Variables for tuning the build process
--------------------------------------

- make voikko:
  * VOIKKO_BUILDDIR=path/to/directory
    Specifies the directory where build files are written to while building
    for Voikko.
    Default: voikko (build within source directory)
  * GENLEX_OPTS="--option1=xxx --option2=yyy ..."
    Sets options string for generate_lex.py.
    Available options for generate_lex.py are
    + --min-frequency=n
      Limits the words to be included in the .lex files to the
      specified or higher frequency class. Default is 9.
    + --extra-usage=usage1,usage2,...
      If a word has usage flags (it belongs to a special vocabulary), it is
      included in the vocabulary only if at least one of the usage flags is
      listed here. Available usage flags are listed in file
      vocabulary/flags.txt.
      Listing "sukija" here causes application specific exclusions to be ignored
      (words marked with not_voikko will also be included).
      By default, no special vocabularies are included.
    + --style=style1,style2,...
      If a word has style flags (such as old, foreign or dialect), it is
      included in the vocabulary only if all of the style flags are listed
      here.
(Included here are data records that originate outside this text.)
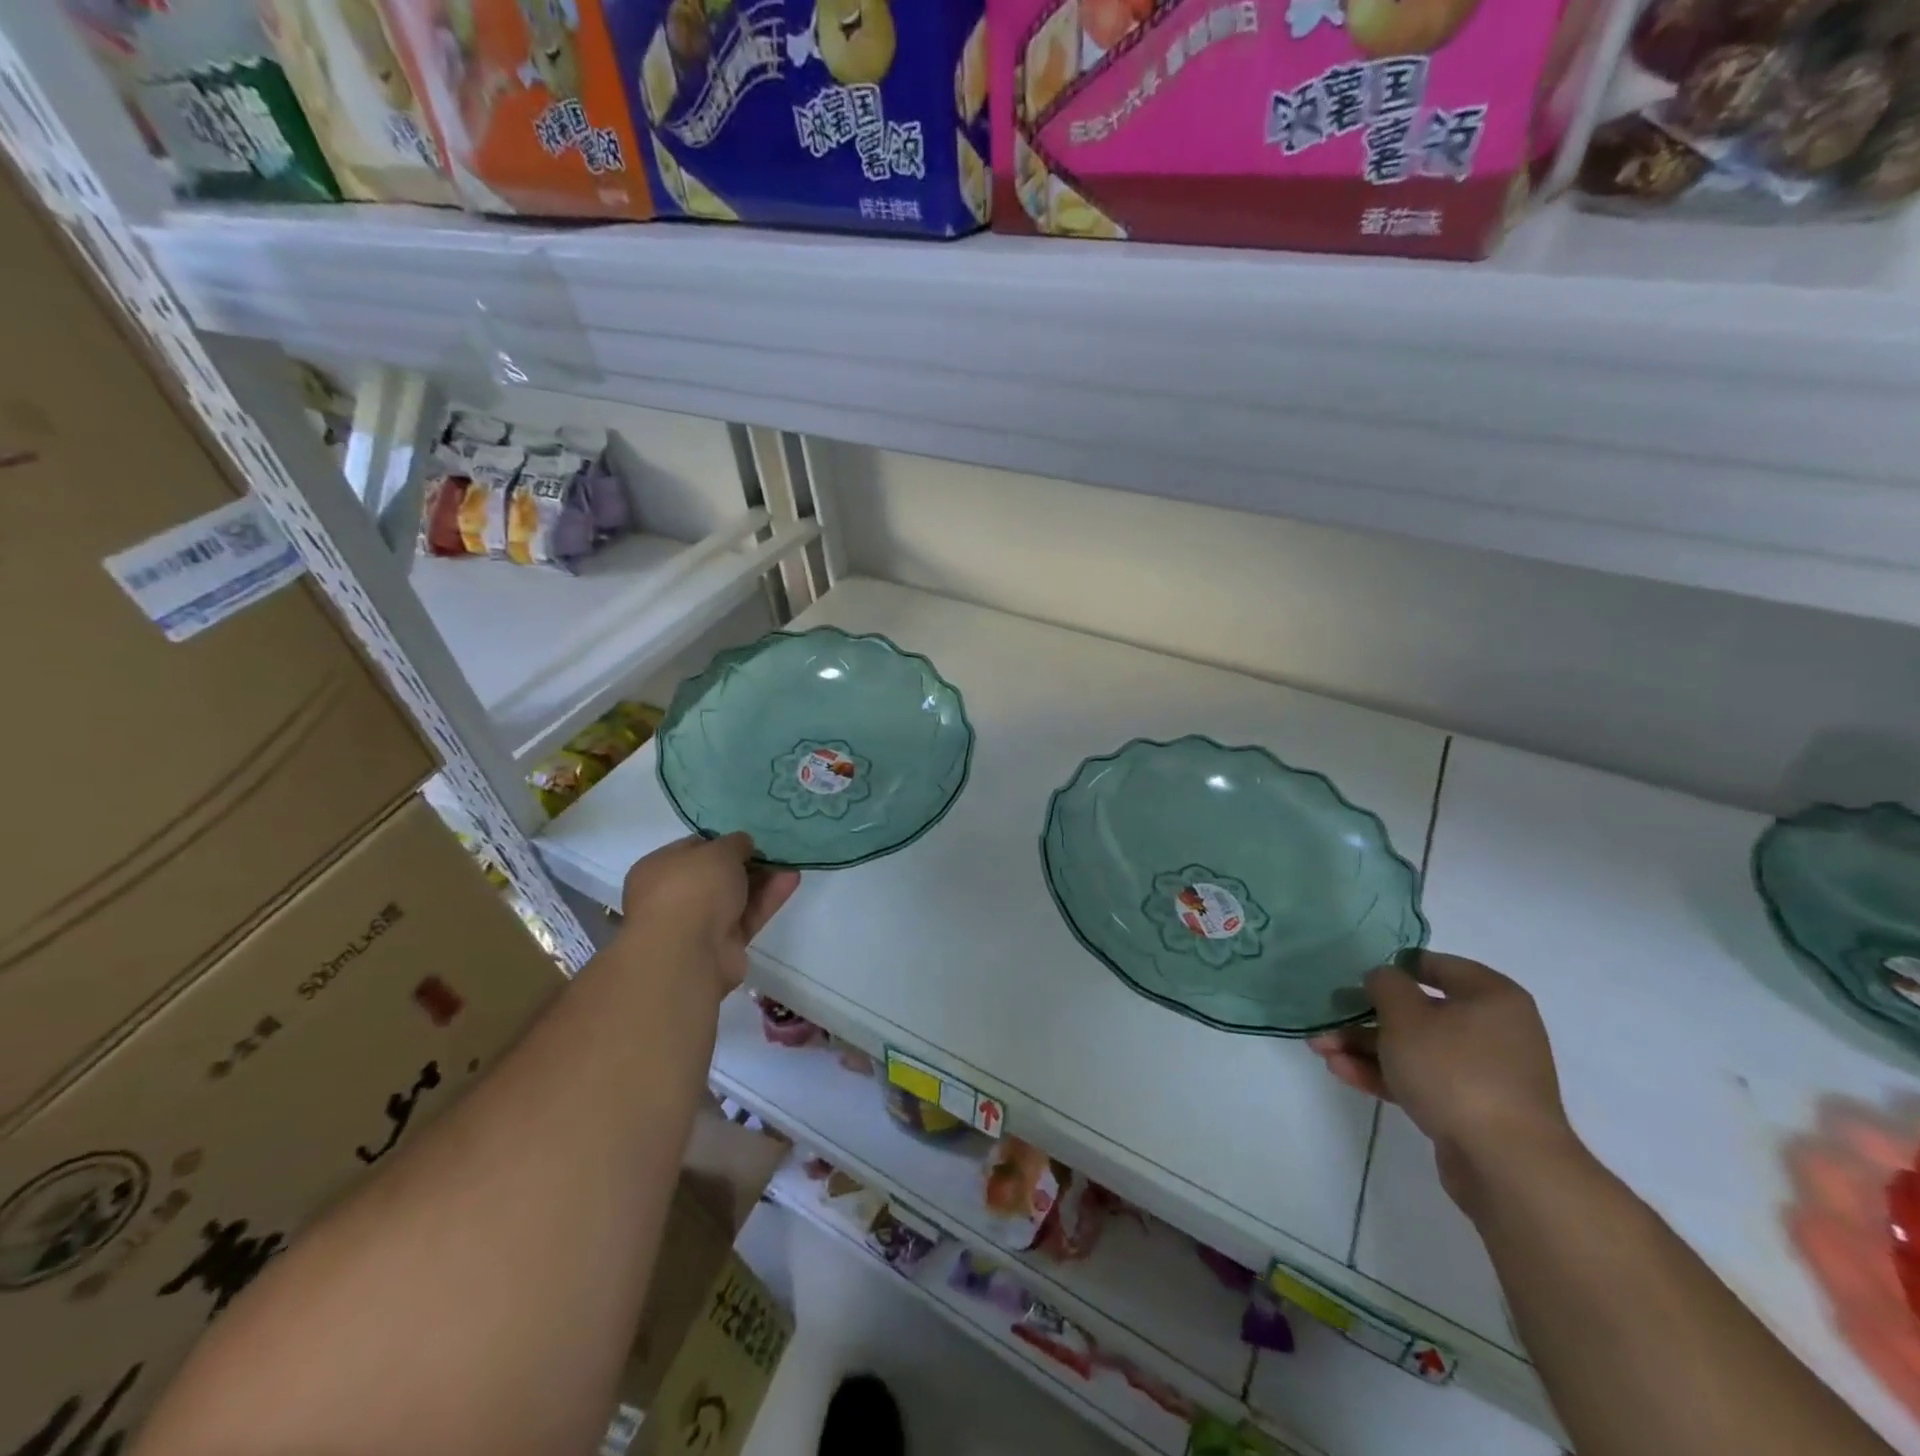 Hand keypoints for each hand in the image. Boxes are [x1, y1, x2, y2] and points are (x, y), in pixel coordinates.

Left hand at [618, 834, 799, 996]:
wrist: (687, 954)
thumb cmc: (692, 889)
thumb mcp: (718, 851)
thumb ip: (735, 844)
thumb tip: (742, 845)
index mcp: (658, 869)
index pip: (692, 849)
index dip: (721, 841)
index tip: (748, 837)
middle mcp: (674, 897)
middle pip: (716, 875)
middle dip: (746, 862)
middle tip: (774, 848)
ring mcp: (698, 924)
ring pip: (735, 896)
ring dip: (762, 879)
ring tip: (790, 861)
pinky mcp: (723, 945)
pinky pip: (748, 916)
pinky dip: (768, 898)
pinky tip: (791, 879)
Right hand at [1309, 952, 1579, 1213]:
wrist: (1505, 1164)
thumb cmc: (1455, 1070)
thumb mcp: (1406, 1015)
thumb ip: (1385, 985)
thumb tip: (1383, 978)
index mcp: (1491, 997)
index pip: (1436, 965)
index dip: (1394, 967)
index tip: (1357, 975)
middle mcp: (1492, 1029)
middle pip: (1418, 1011)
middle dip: (1366, 1016)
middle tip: (1328, 1017)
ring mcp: (1482, 1072)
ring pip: (1414, 1048)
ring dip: (1365, 1047)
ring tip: (1321, 1050)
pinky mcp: (1469, 1108)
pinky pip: (1420, 1079)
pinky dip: (1383, 1073)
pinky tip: (1341, 1071) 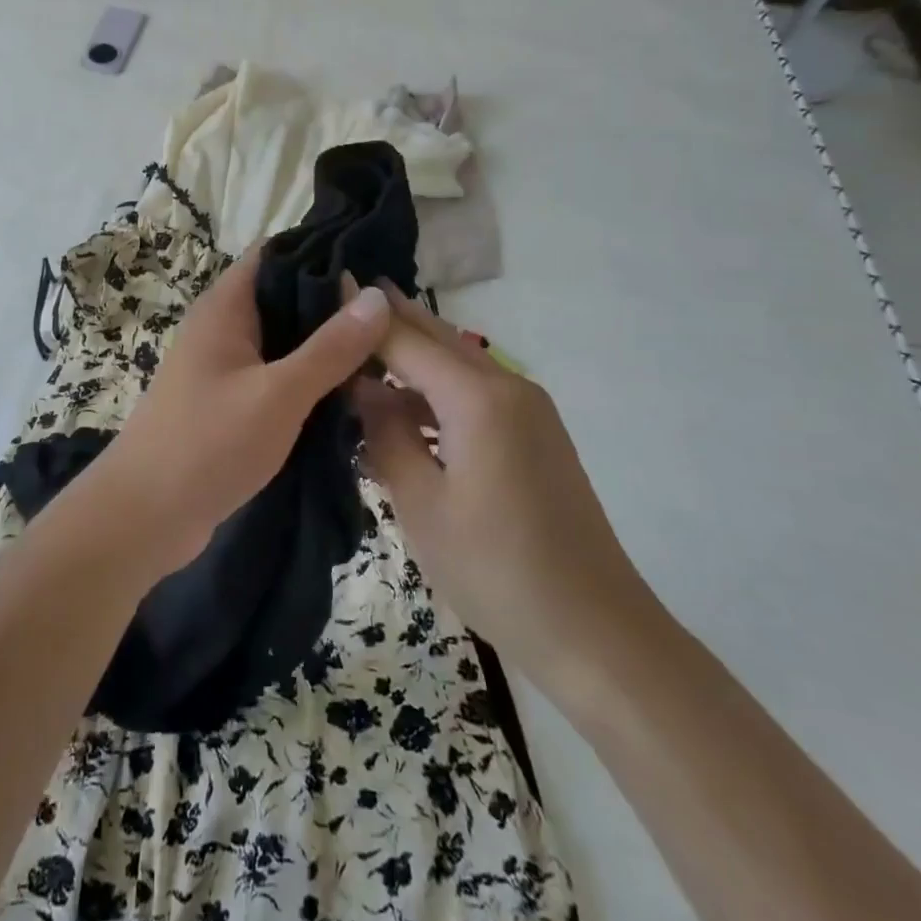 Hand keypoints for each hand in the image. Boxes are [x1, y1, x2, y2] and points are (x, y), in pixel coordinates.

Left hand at [88, 247, 391, 576]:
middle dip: (335, 305)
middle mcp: (223, 326)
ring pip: (285, 340)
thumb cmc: (208, 444)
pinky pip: (277, 375)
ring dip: (326, 347)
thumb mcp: (279, 394)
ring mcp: (224, 365)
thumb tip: (377, 296)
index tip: (377, 266)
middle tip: (395, 317)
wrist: (144, 518)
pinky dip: (309, 379)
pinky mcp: (230, 401)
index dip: (324, 252)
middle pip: (285, 296)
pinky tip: (350, 393)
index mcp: (225, 307)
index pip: (277, 253)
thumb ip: (330, 348)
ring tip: (386, 353)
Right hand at [353, 284, 660, 690]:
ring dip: (411, 355)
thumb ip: (386, 434)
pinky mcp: (535, 435)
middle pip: (437, 336)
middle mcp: (507, 386)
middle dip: (390, 318)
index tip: (324, 287)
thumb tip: (363, 387)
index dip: (362, 316)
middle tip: (340, 297)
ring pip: (456, 362)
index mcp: (477, 398)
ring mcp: (528, 409)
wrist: (596, 633)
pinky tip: (403, 408)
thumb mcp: (421, 504)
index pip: (405, 339)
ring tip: (360, 352)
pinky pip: (474, 392)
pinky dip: (435, 389)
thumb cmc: (496, 569) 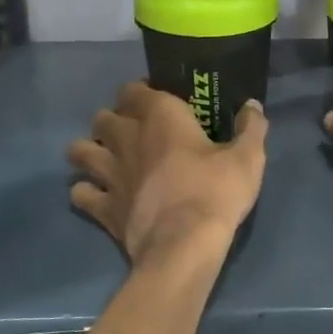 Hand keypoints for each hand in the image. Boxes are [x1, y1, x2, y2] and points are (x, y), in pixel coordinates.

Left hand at [68, 82, 268, 263]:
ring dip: (89, 151)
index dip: (142, 92)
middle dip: (113, 120)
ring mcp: (109, 173)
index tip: (158, 101)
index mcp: (160, 116)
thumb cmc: (215, 192)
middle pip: (103, 117)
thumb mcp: (248, 158)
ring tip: (106, 159)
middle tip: (133, 132)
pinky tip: (98, 195)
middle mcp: (126, 137)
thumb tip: (253, 106)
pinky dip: (86, 191)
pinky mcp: (102, 206)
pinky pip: (79, 192)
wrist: (184, 245)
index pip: (134, 89)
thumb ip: (251, 128)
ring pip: (80, 151) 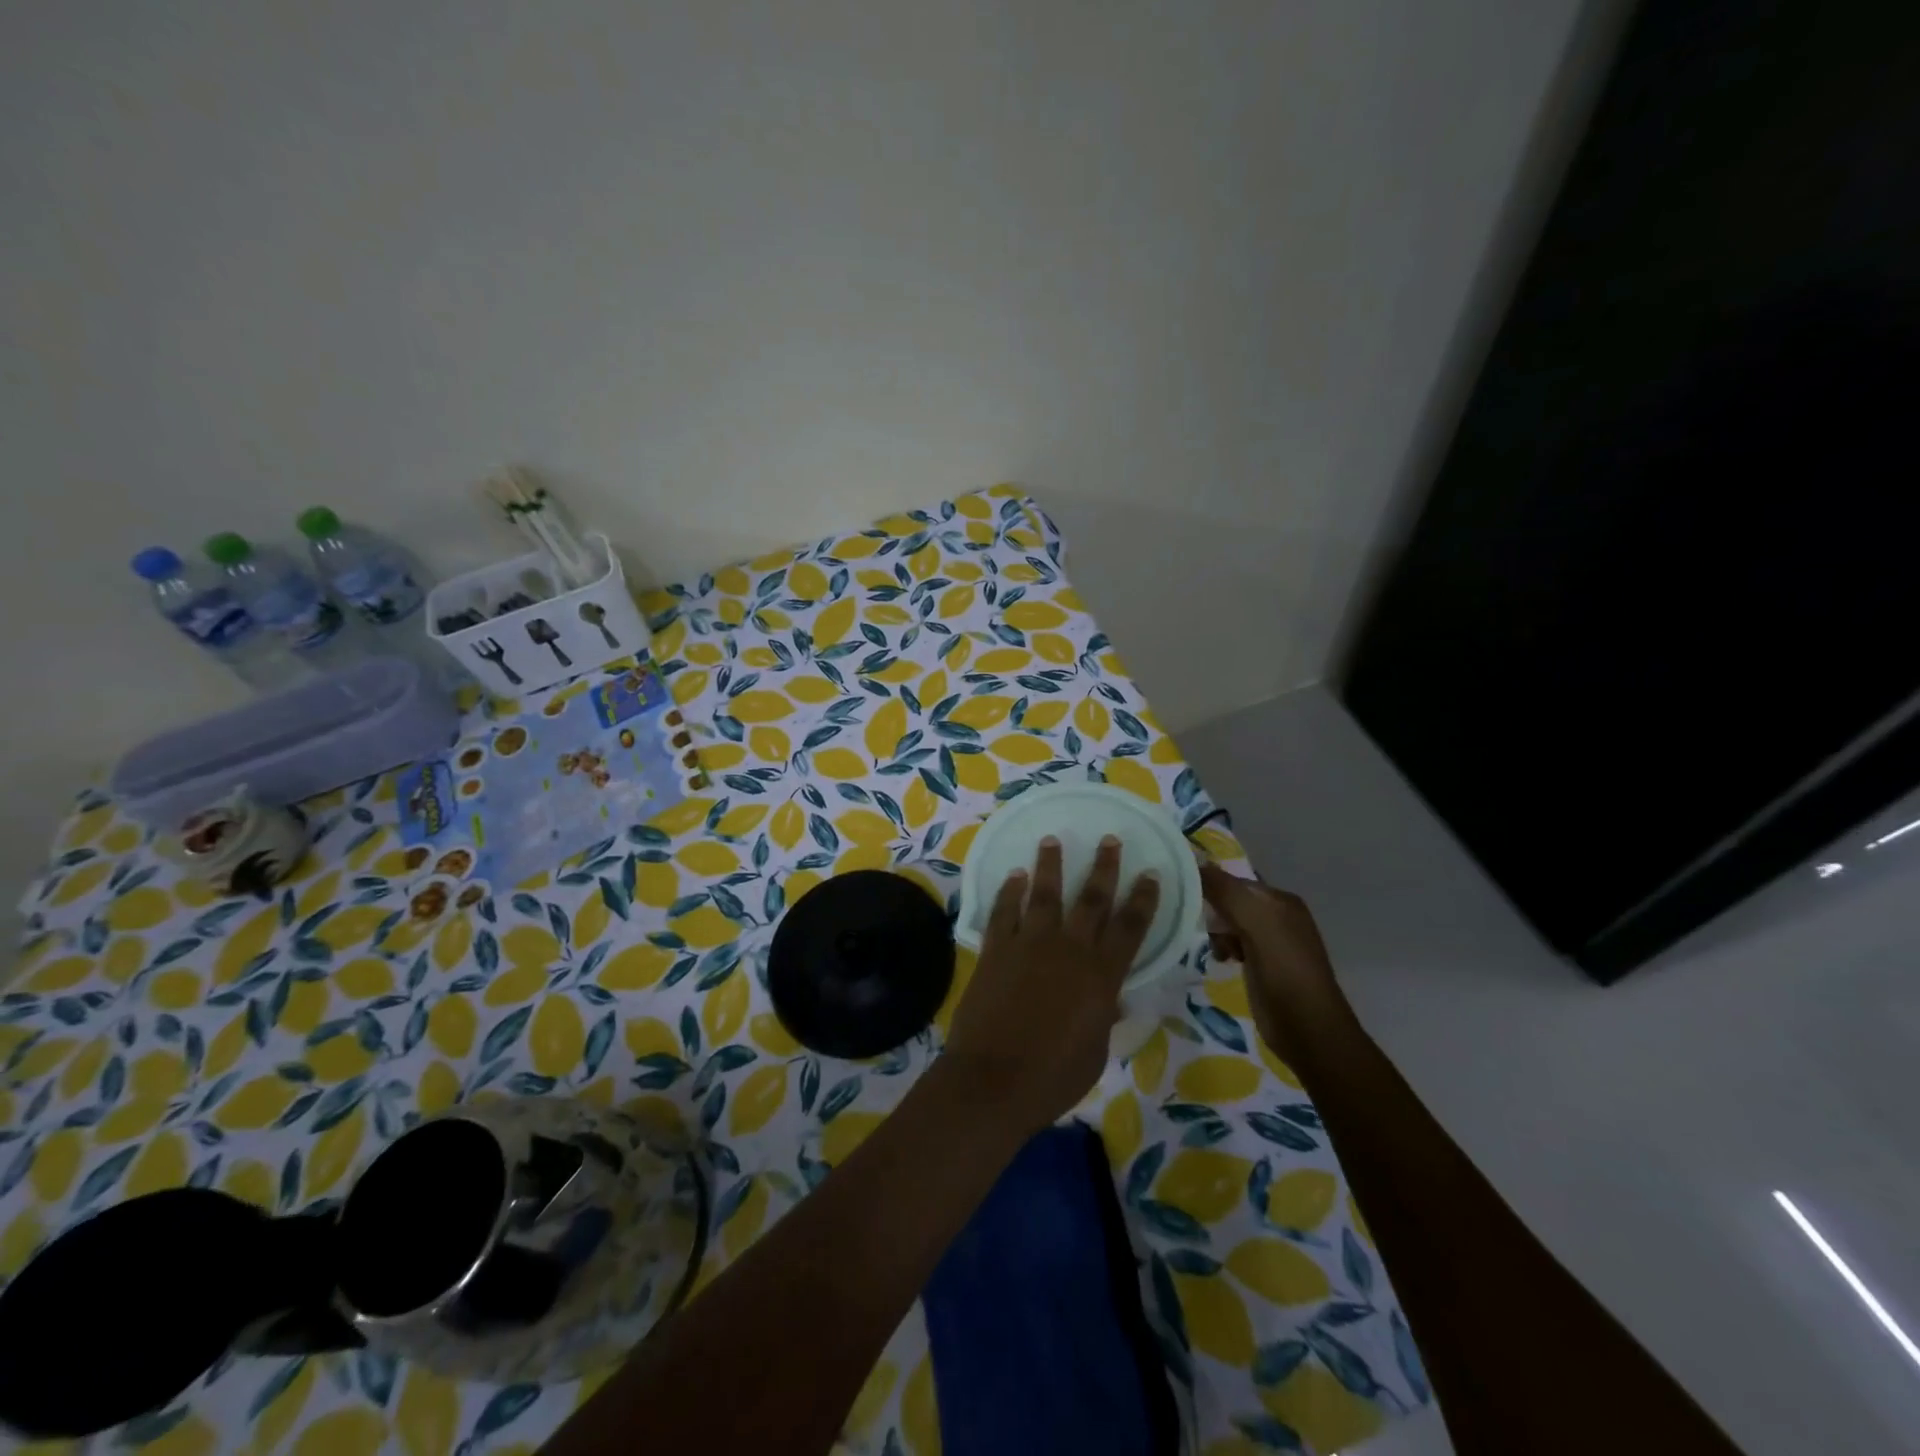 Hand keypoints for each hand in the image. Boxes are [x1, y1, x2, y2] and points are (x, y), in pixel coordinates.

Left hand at [944, 836, 1160, 1135]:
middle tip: (1109, 839)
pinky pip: (1004, 911)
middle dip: (1103, 867)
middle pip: (1091, 899)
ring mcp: (1028, 945)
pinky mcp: (996, 950)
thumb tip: (1112, 1000)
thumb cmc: (1052, 1078)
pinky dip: (1008, 891)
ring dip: (1050, 865)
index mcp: (1101, 976)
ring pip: (1044, 894)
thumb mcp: (1094, 1052)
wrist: (993, 1081)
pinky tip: (1013, 876)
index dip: (1143, 899)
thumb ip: (1103, 1018)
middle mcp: (1068, 950)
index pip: (1130, 928)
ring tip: (1052, 840)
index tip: (1150, 874)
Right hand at [1200, 863, 1349, 1065]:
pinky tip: (1221, 960)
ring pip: (1231, 924)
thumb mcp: (1255, 924)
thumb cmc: (1283, 972)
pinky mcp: (1264, 966)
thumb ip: (1226, 892)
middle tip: (1202, 928)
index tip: (1184, 898)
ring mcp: (1272, 942)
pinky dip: (1224, 948)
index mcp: (1281, 900)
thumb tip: (1196, 863)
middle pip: (1231, 901)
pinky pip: (1235, 944)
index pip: (1235, 881)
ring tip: (1216, 950)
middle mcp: (1279, 916)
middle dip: (1213, 912)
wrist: (1308, 1030)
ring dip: (1217, 933)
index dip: (1210, 886) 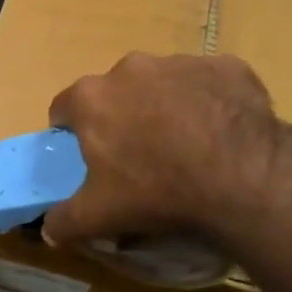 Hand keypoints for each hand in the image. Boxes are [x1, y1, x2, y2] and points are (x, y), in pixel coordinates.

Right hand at [42, 52, 278, 247]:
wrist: (242, 176)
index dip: (72, 132)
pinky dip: (211, 102)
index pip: (64, 108)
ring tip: (187, 147)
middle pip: (116, 92)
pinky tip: (223, 135)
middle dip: (123, 117)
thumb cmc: (156, 190)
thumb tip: (48, 228)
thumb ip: (64, 221)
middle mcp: (131, 68)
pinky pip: (210, 83)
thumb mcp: (98, 216)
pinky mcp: (226, 67)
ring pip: (163, 84)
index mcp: (92, 98)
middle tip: (140, 156)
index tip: (88, 156)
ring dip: (167, 107)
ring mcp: (181, 63) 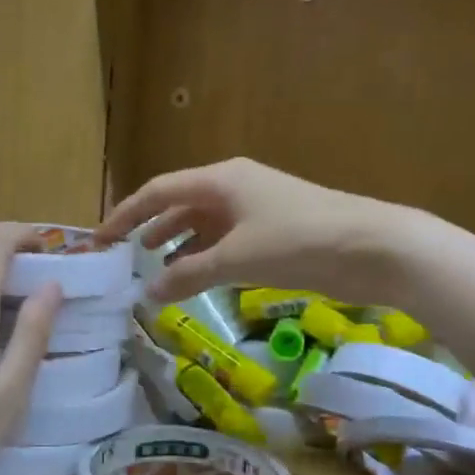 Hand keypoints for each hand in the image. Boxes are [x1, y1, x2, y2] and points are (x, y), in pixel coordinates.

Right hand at [96, 158, 405, 303]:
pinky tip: (195, 277)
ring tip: (153, 269)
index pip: (158, 191)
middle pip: (179, 203)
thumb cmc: (298, 241)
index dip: (125, 214)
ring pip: (204, 224)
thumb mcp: (236, 258)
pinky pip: (226, 240)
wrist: (374, 247)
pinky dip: (206, 257)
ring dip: (178, 244)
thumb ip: (188, 275)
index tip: (100, 240)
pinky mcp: (275, 231)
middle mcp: (234, 187)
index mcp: (221, 179)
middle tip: (122, 255)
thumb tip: (148, 294)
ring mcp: (256, 208)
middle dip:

Available style flags are listed in file vocabulary/flags.txt.
      Default: old,international,inappropriate
    + --sourceid
      Insert word identifiers from Joukahainen to lexicon and return them
      during morphological analysis. This option has no effect unless
      VOIKKO_DEBUG=yes is set. By default source ids are not preserved.
  * EXTRA_LEX="path/to/file1.lex path/to/file2.lex ..."
    Adds extra malaga lexicon files to the vocabulary. By default, no extra
    lexicons are added.
  * VANHAHKOT_MUODOT=yes|no
    See voikko/doc/liput.txt. Default: yes
  * VANHAT_MUODOT=yes|no
    See voikko/doc/liput.txt. Default: no
  * SUKIJAN_MUODOT=yes|no
    Include words that exist just for Sukija. Default: no
  * VOIKKO_DEBUG=yes|no
    Include information that is not needed by libvoikko but may be needed
    for debugging or by external applications (full morphological analysis).
    Default: no
  * VOIKKO_VARIANT=variant
    Set the short name for the language variant of this vocabulary. The
    name should match the regular expression [a-z][a-z0-9_]*
    Default: standard
  * VOIKKO_DESCRIPTION="Description of the vocabulary"
    Set the long description for the language variant of this vocabulary.
  * SM_PATCHINFO="Information about applied patches"
    If you have modified the source code or are distributing prerelease
    versions, describe any modifications made to the released version here.
    It may be best to change this directly in the Makefile.


Copyright and license information
---------------------------------

This program is free software; you can redistribute it and/or modify
it under the terms of the GNU General Public License as published by
the Free Software Foundation; either version 2, or (at your option)
any later version. See file COPYING for details.

Copyright (©) 2006 - 2015 Hannu Väisänen (Email: Hannu.Vaisanen@uef.fi)
and 2006 - 2015 Harri Pitkänen (hatapitk@iki.fi). Contributors listed
in file CONTRIBUTORS hold copyrights to the vocabulary data.